Pernambuco não tem mais déficit de leitos de UTI neonatal e está perto de se tornar o estado brasileiro com o maior número de leitos de UTI, em geral, proporcionalmente em relação à população. Foi o que disse, ontem, o secretário de Saúde de Pernambuco, Antonio Carlos Figueira, durante a inauguração de uma UTI neopediátrica e uma UCI neonatal (para crianças com até 28 dias). A primeira conta com sete leitos neonatais e três pediátricos. A segunda é uma unidade de cuidados intermediários, voltada apenas para bebês com menos de um mês de vida. As duas funcionam no Hospital Infantil Maria Lucinda, no bairro do Parnamirim, no Recife.
De acordo com o secretário, ontem, antes do início do funcionamento das novas unidades, havia apenas uma criança na lista de espera por leito de UTI neonatal. De acordo com ele, o estado se adequou ao que preconiza a portaria do Ministério da Saúde que trata do assunto. “Mas a assistência neonatal é muito mais complexa. Tem que haver um grande trabalho com os profissionais de saúde sobre o momento de indicar um leito de UTI para o paciente e sobre as condições de alta e o tempo de permanência no leito”, afirmou. A concentração da maioria dos leitos, no entanto, continua no Recife. Dos hospitais que contam com UTI neonatal, só um está no interior. É o Dom Malan, em Petrolina, o que gera um enorme vazio entre a capital e o Sertão.
Cerca de R$ 1 milhão foram gastos na construção e na compra de equipamentos para a UTI e a UCI do Hospital Infantil. Desse total, aproximadamente R$ 405 mil foram pagos pela Prefeitura do Recife, com recursos das bilheterias do Baile Municipal dos anos de 2010 e 2011. O Maria Lucinda é conveniado ao SUS por meio do município do Recife, mas, por serem de alta complexidade, a UTI e a UCI foram conveniadas ao estado. Só a UTI vai custar mais de R$ 4,3 milhões por ano. A UCI custará outros R$ 2 milhões anuais. Em 2007, havia no estado 228 leitos de UTI, em geral. Hoje são 808. Segundo as previsões do secretário de Saúde, até o fim do ano serão 935.

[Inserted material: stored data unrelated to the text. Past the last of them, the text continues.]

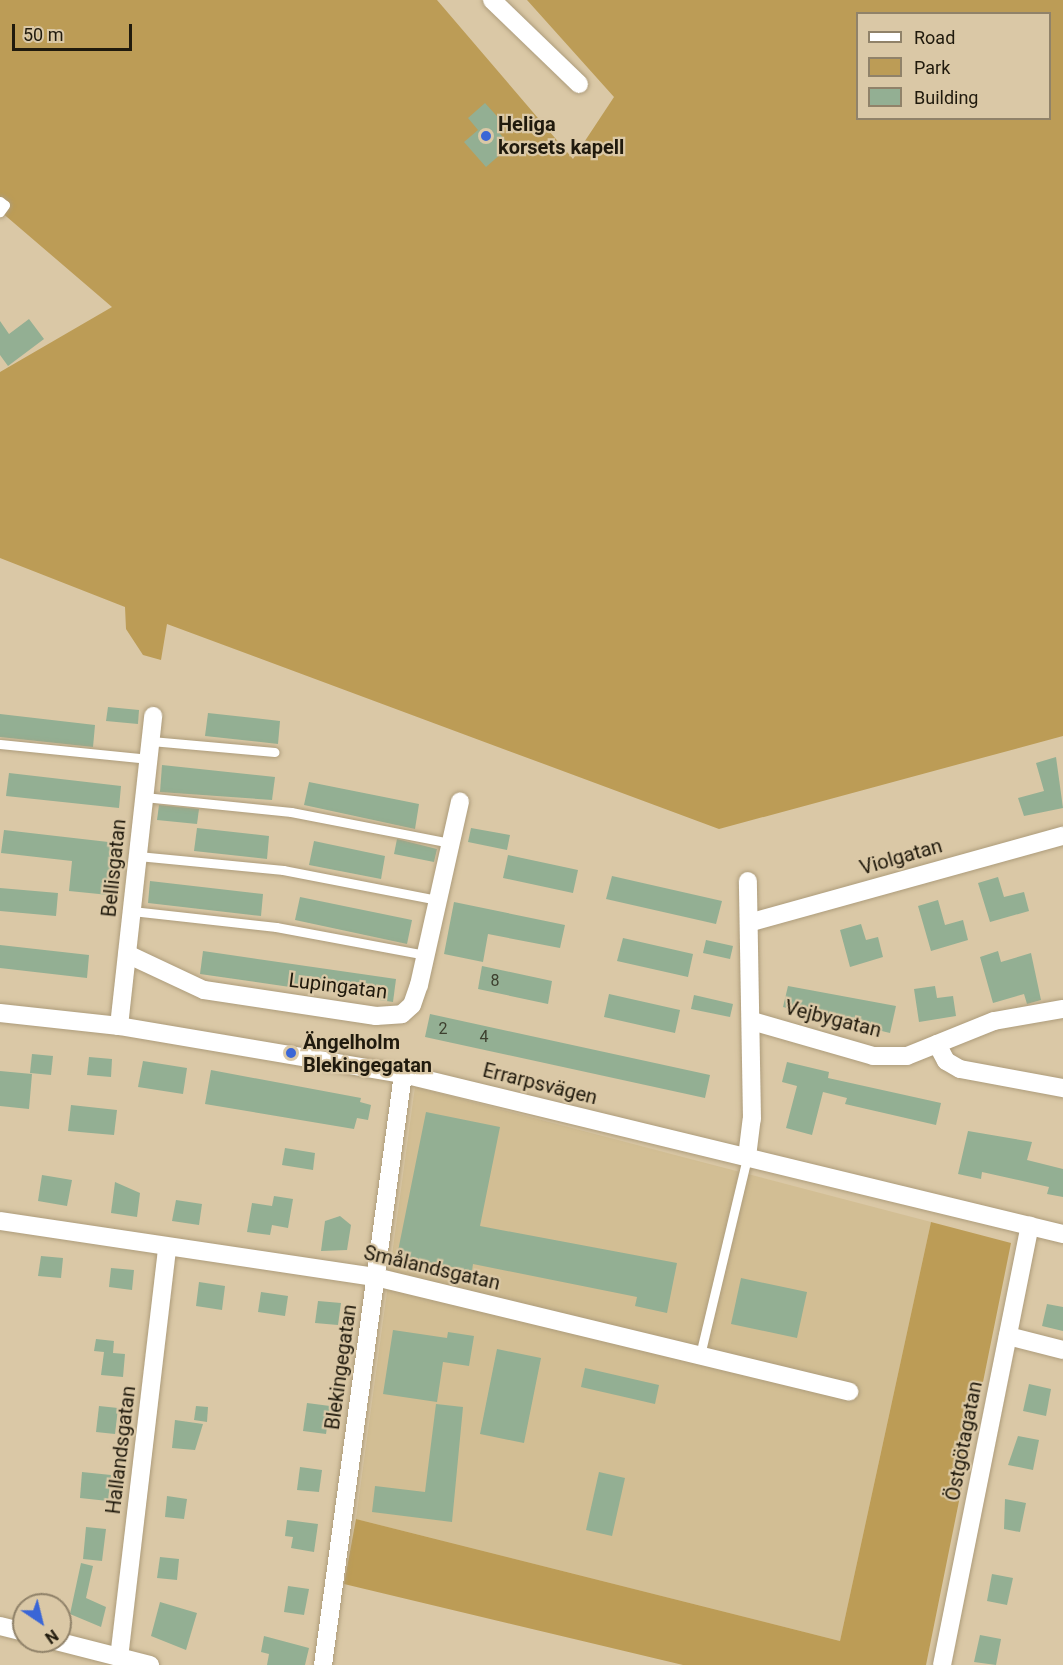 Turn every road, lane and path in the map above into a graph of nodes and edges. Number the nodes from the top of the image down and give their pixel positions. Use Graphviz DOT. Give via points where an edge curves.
graph roads {
  1 [pos="492,0"];
  2 [pos="579,84"];
  3 [pos="0,201"];
  4 [pos="0,212"];
  5 [pos="153,716"];
  6 [pos="0,744"];
  7 [pos="150,750"];
  8 [pos="275,752"];
  9 [pos="144,797"];
  10 [pos="460,802"];
  11 [pos="1063,836"];
  12 [pos="451,843"];
  13 [pos="138,856"];
  14 [pos="748,881"];
  15 [pos="438,900"];
  16 [pos="132,911"];
  17 [pos="752,922"];
  18 [pos="127,954"];
  19 [pos="426,955"];
  20 [pos="1063,1009"];
  21 [pos="0,1013"];
  22 [pos="752,1021"];
  23 [pos="119,1026"];
  24 [pos="937,1044"];
  25 [pos="403,1074"];
  26 [pos="1063,1088"];
  27 [pos="747,1157"];
  28 [pos="0,1221"];
  29 [pos="1030,1227"];
  30 [pos="1063,1234"];
  31 [pos="167,1247"];
  32 [pos="376,1276"];
  33 [pos="1008,1336"];
  34 [pos="1063,1350"];
  35 [pos="700,1355"];
  36 [pos="849,1391"];
  37 [pos="72,1645"];
  38 [pos="119,1658"];
  39 [pos="150,1665"];
  40 [pos="323,1665"];
  41 [pos="942,1665"];
  1 -- 2 [label="street"];
  3 -- 4 [label="lane" via="5,205"];
  5 -- 7 [label="street, Bellisgatan"];
  6 -- 7 [label="lane"];
  7 -- 8 [label="lane"];
  7 -- 9 [label="street, Bellisgatan"];
  9 -- 12 [label="lane" via="291,812"];
  9 -- 13 [label="street, Bellisgatan"];
  10 -- 12 [label="street, Lupingatan"];
  11 -- 17 [label="street, Violgatan"];
  12 -- 15 [label="street, Lupingatan"];
  13 -- 15 [label="lane" via="283,870"];
  13 -- 16 [label="street, Bellisgatan"];
  14 -- 17 [label="street"];
  15 -- 19 [label="street, Lupingatan"];
  16 -- 18 [label="street, Bellisgatan"];
  16 -- 19 [label="lane" via="276,927"];
  17 -- 22 [label="street"];
  18 -- 19 [label="street, Lupingatan" via="193,988 387,1017 412,1005"];
  18 -- 23 [label="street, Bellisgatan"];
  20 -- 24 [label="street, Vejbygatan" via="994,1021"];
  21 -- 23 [label="street, Errarpsvägen"];
  22 -- 24 [label="street, Vejbygatan" via="873,1056 907,1056"];
  22 -- 27 [label="street"];
  23 -- 25 [label="street, Errarpsvägen"];
  24 -- 26 [label="street" via="946,1061 960,1069"];
  25 -- 27 [label="street, Errarpsvägen"];
  25 -- 32 [label="street, Blekingegatan"];
  27 -- 29 [label="street, Errarpsvägen"];
  27 -- 35 [label="lane"];
  28 -- 31 [label="street, Smålandsgatan"];
  29 -- 30 [label="street, Errarpsvägen"];
  29 -- 33 [label="street, Östgötagatan"];
  31 -- 32 [label="street, Smålandsgatan"];
  31 -- 38 [label="street, Hallandsgatan"];
  32 -- 35 [label="street, Smålandsgatan"];
  32 -- 40 [label="street, Blekingegatan"];
  33 -- 34 [label="street"];
  33 -- 41 [label="street, Östgötagatan"];
  35 -- 36 [label="street, Smålandsgatan"];
  37 -- 38 [label="street"];
  38 -- 39 [label="street"];
} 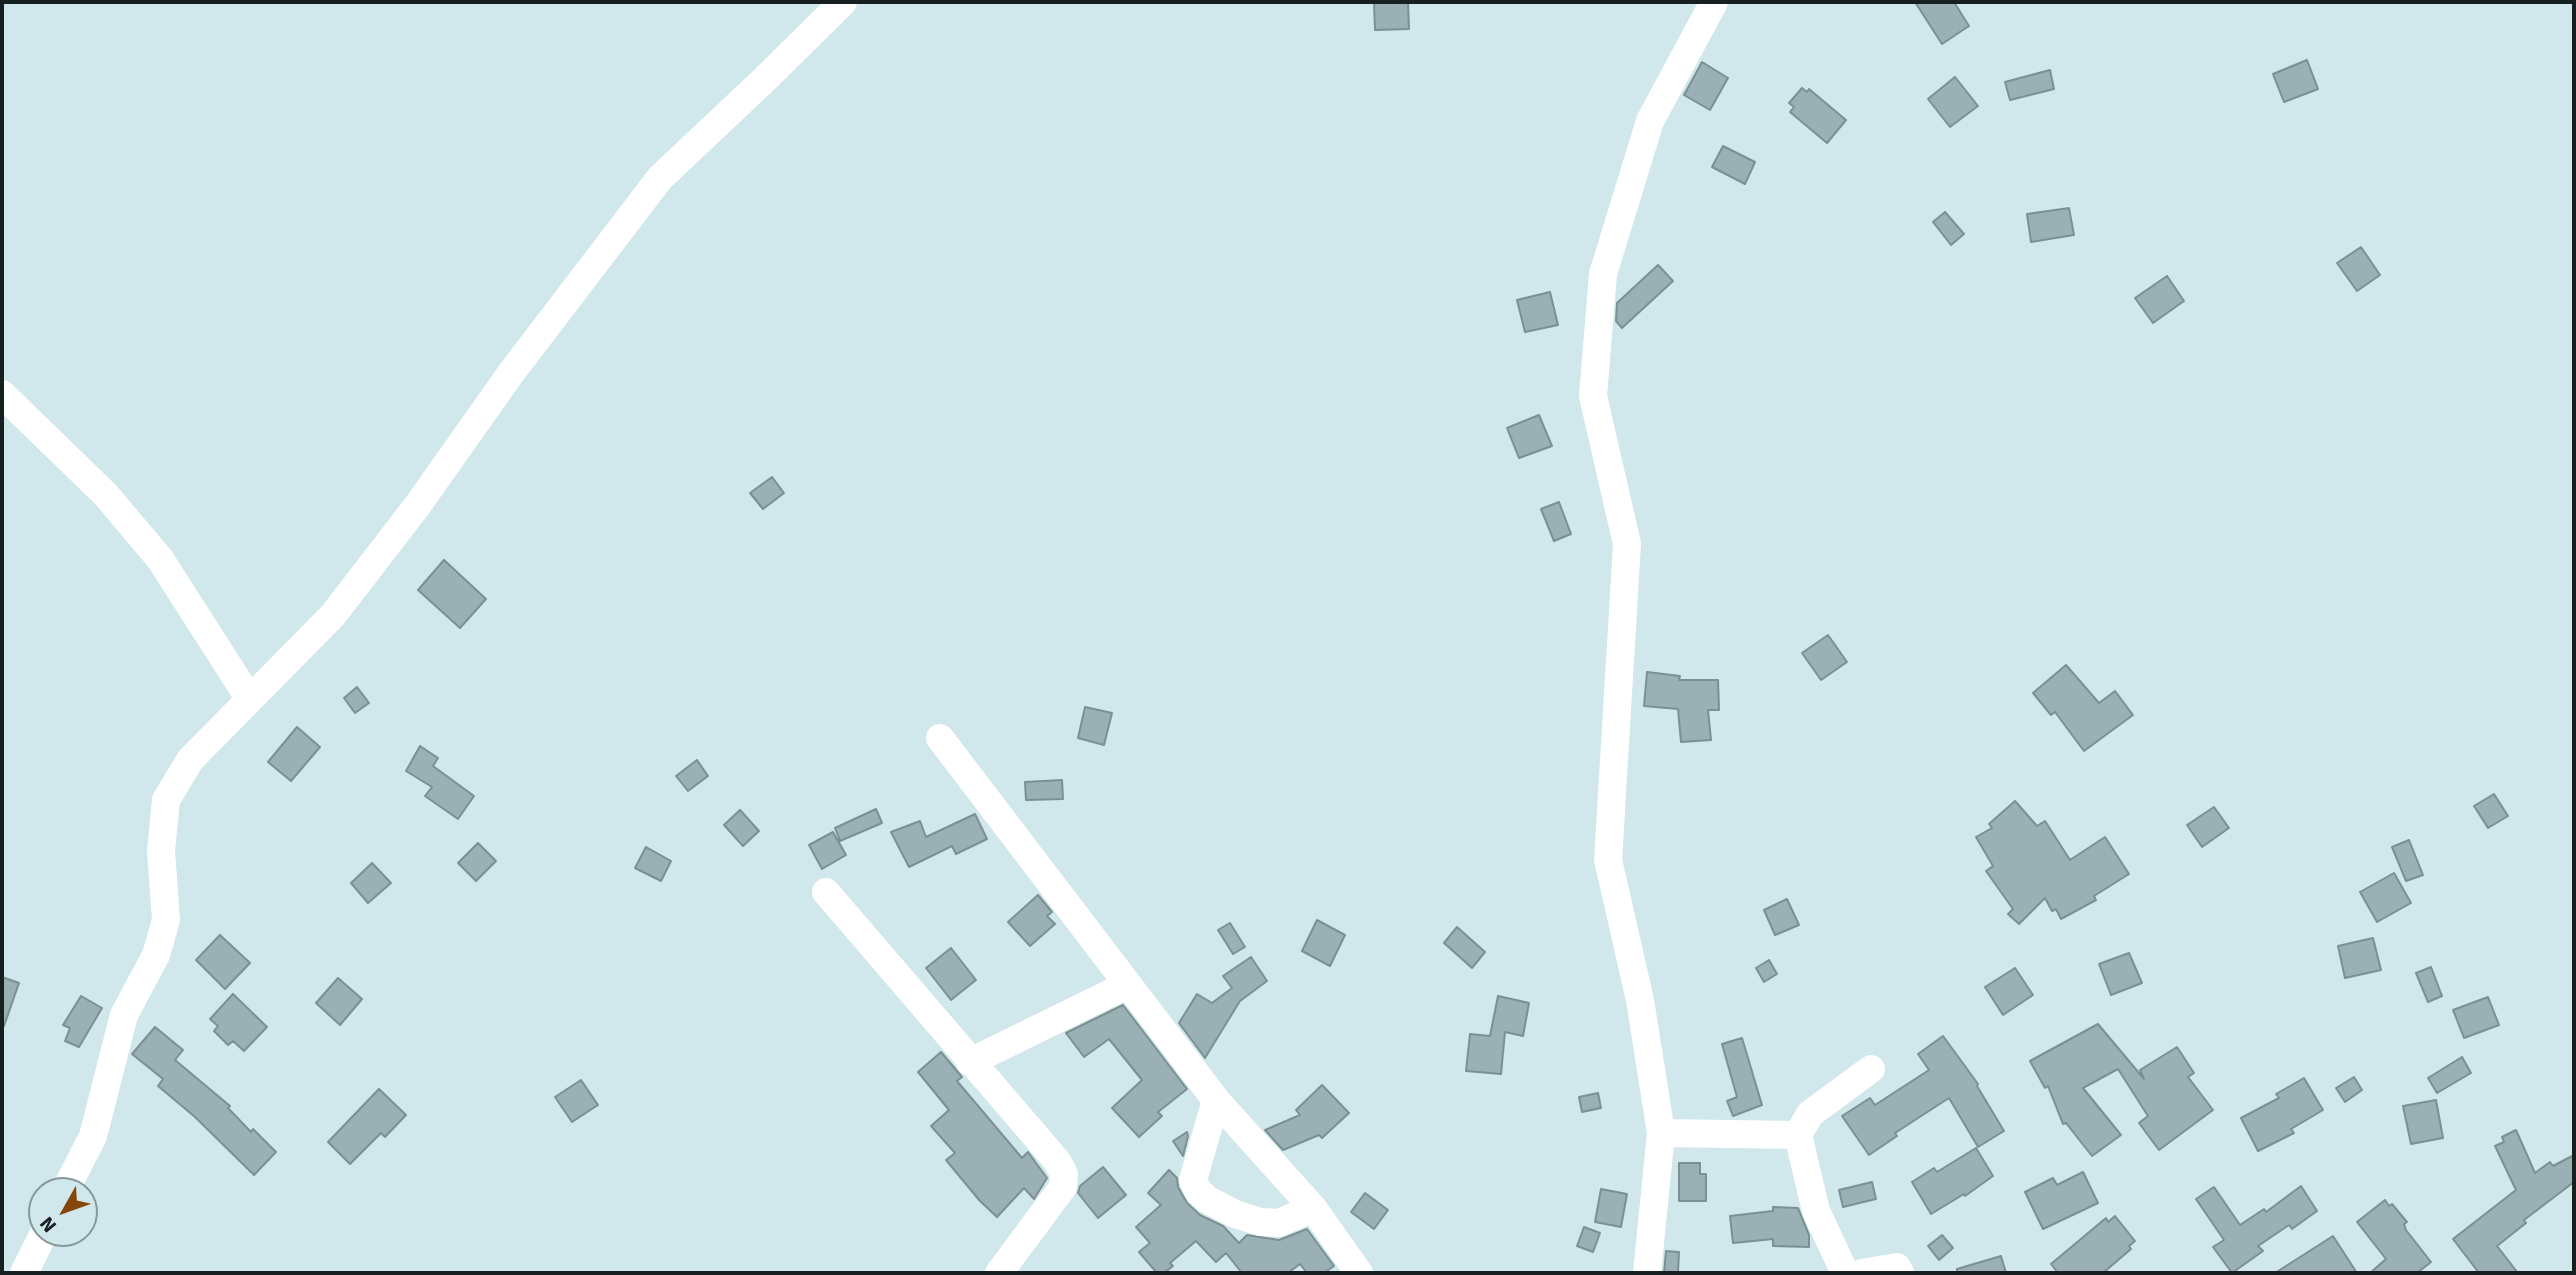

De acordo com Antonio Carlos Figueira, o estado tem interesse em estimular a criação de UCIs. Segundo dados fornecidos pela Secretaria Estadual de Saúde, referentes ao mês de maio deste ano, o estado dipunha de 114 leitos de UCI neonatal e apresentava um déficit de 138 leitos. Para o ouvidor da Associação de Defesa dos Usuários de Seguros, Planos e Sistemas de Saúde (Aduseps) Carlos Freitas, não há crise na área de UTI neonatal. De acordo com Freitas, ontem havia 65 pessoas à espera de UTI, no estado. A maioria, 55, adultos.